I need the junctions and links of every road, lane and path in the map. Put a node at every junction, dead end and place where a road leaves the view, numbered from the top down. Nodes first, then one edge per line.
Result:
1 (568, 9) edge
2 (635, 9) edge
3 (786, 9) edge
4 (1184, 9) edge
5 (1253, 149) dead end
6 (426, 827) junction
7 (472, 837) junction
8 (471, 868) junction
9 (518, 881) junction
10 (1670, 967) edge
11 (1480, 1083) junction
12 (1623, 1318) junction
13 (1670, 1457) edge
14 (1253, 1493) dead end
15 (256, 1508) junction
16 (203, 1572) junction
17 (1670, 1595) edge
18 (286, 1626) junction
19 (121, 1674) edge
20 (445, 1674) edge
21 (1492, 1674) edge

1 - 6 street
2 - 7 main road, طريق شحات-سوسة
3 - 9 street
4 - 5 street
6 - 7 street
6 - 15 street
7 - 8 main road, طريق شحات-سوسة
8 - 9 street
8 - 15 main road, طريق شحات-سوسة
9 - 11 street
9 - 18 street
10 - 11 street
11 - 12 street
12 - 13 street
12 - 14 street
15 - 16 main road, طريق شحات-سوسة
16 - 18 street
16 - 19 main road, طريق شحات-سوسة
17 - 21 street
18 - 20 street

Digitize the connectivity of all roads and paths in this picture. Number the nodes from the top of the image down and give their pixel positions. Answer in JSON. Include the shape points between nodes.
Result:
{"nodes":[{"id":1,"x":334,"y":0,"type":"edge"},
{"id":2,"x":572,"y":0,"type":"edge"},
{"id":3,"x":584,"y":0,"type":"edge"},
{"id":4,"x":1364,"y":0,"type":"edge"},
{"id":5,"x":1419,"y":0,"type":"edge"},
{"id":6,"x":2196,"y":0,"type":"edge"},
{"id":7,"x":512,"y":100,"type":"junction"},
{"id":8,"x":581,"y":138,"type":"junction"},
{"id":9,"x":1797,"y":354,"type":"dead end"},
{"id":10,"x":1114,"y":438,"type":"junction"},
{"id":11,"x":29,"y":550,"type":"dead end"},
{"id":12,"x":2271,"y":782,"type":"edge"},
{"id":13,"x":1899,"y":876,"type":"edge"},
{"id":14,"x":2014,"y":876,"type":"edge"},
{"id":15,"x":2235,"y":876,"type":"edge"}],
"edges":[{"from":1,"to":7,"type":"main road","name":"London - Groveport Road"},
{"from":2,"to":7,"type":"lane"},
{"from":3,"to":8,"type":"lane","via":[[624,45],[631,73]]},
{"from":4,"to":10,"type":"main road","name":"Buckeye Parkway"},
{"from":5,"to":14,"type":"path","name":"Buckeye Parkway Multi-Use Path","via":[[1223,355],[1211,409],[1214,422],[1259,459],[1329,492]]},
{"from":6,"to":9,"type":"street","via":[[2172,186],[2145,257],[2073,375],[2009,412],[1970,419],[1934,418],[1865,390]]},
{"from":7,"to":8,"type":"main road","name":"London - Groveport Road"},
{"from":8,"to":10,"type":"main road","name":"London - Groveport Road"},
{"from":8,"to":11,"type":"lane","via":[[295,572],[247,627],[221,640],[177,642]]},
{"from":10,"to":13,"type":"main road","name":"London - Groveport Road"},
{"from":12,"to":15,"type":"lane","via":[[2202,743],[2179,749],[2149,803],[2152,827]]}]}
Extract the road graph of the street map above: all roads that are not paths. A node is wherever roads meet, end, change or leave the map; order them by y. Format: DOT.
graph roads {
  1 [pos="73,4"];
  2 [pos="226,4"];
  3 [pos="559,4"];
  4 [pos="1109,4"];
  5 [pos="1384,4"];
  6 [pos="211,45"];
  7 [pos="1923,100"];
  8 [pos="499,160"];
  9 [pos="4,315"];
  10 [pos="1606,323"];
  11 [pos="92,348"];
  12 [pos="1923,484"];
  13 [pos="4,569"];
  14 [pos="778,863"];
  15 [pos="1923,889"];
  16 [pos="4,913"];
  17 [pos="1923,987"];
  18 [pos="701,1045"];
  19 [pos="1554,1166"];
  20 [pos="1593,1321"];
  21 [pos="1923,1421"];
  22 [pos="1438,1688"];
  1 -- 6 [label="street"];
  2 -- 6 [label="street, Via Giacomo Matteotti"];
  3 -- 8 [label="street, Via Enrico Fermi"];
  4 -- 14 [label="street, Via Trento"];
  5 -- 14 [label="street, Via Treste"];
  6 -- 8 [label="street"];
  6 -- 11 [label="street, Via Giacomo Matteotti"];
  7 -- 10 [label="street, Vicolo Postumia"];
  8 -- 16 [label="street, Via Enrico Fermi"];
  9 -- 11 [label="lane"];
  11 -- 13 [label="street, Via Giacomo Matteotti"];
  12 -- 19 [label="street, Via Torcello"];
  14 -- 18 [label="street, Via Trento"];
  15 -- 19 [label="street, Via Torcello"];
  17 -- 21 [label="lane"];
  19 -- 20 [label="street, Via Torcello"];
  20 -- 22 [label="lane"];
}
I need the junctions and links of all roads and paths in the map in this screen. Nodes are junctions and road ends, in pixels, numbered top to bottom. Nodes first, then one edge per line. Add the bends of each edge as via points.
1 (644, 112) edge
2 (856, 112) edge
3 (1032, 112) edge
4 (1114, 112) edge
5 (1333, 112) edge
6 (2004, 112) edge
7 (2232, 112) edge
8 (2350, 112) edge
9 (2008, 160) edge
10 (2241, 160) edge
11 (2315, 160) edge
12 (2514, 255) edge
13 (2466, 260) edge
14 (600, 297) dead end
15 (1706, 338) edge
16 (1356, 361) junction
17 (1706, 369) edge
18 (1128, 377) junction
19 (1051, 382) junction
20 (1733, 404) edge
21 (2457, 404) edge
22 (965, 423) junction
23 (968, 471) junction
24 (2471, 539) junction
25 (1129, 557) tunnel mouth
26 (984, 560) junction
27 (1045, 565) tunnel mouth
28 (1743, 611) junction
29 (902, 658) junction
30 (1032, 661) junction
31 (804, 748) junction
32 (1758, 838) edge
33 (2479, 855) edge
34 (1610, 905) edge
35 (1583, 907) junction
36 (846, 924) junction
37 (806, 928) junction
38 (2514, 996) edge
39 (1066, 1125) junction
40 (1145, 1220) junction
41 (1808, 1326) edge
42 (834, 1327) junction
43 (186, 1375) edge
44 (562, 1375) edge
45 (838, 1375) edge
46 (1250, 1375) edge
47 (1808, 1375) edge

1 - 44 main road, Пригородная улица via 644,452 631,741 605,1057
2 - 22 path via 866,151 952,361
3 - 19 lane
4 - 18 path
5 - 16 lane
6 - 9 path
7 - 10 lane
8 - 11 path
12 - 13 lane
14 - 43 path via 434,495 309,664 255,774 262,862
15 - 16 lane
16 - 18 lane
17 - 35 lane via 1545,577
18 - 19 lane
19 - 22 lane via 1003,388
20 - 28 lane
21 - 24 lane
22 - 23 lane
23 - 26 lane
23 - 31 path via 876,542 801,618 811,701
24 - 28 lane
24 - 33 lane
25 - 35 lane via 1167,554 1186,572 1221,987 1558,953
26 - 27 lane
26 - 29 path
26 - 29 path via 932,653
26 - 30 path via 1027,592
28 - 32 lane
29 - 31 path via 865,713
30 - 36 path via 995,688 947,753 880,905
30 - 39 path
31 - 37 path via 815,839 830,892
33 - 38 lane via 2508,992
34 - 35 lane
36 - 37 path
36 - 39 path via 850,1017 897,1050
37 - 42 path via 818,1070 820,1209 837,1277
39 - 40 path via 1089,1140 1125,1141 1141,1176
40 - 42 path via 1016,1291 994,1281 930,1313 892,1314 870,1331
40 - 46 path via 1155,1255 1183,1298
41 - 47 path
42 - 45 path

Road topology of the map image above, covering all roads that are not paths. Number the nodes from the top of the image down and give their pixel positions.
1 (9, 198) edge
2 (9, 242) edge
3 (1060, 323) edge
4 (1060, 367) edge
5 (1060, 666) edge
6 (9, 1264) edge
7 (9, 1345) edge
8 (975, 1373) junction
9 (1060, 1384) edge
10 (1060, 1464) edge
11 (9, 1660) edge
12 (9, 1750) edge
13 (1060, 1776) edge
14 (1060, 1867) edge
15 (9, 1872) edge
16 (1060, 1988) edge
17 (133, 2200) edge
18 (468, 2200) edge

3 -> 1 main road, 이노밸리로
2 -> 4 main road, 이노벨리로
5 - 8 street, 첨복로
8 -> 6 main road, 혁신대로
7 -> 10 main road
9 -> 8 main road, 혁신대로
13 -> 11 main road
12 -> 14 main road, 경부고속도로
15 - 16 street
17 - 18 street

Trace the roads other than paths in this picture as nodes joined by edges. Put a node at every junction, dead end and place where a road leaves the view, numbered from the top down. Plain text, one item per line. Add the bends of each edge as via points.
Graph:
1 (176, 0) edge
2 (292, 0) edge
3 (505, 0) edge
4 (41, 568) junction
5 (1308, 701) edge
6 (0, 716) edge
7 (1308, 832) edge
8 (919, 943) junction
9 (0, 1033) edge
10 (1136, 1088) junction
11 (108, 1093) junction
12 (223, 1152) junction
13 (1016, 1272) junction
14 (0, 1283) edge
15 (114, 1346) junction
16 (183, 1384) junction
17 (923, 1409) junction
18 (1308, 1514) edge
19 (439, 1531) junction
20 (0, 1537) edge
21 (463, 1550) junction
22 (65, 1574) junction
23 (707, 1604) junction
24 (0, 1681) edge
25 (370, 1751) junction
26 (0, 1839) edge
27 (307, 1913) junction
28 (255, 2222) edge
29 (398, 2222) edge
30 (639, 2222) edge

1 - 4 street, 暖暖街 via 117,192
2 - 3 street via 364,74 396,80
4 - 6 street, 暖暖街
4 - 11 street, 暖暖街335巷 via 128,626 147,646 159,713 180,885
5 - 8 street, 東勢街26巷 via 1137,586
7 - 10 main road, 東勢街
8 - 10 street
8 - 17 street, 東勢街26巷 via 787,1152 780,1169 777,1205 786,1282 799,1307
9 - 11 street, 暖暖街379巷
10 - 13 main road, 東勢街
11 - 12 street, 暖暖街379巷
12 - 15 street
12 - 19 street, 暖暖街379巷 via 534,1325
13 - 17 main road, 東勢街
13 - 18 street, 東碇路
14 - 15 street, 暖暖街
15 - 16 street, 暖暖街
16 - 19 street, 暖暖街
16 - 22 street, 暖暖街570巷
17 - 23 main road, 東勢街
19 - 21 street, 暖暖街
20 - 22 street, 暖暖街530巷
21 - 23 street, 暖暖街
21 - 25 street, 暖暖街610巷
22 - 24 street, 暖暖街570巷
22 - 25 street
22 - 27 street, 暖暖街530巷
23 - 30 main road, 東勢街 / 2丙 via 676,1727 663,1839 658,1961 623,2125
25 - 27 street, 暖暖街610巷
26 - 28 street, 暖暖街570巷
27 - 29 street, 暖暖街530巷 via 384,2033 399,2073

**********

Problem requirements:
Your answer is a single number: how many lines in the listing above hold "London"?

Solution to this task:
4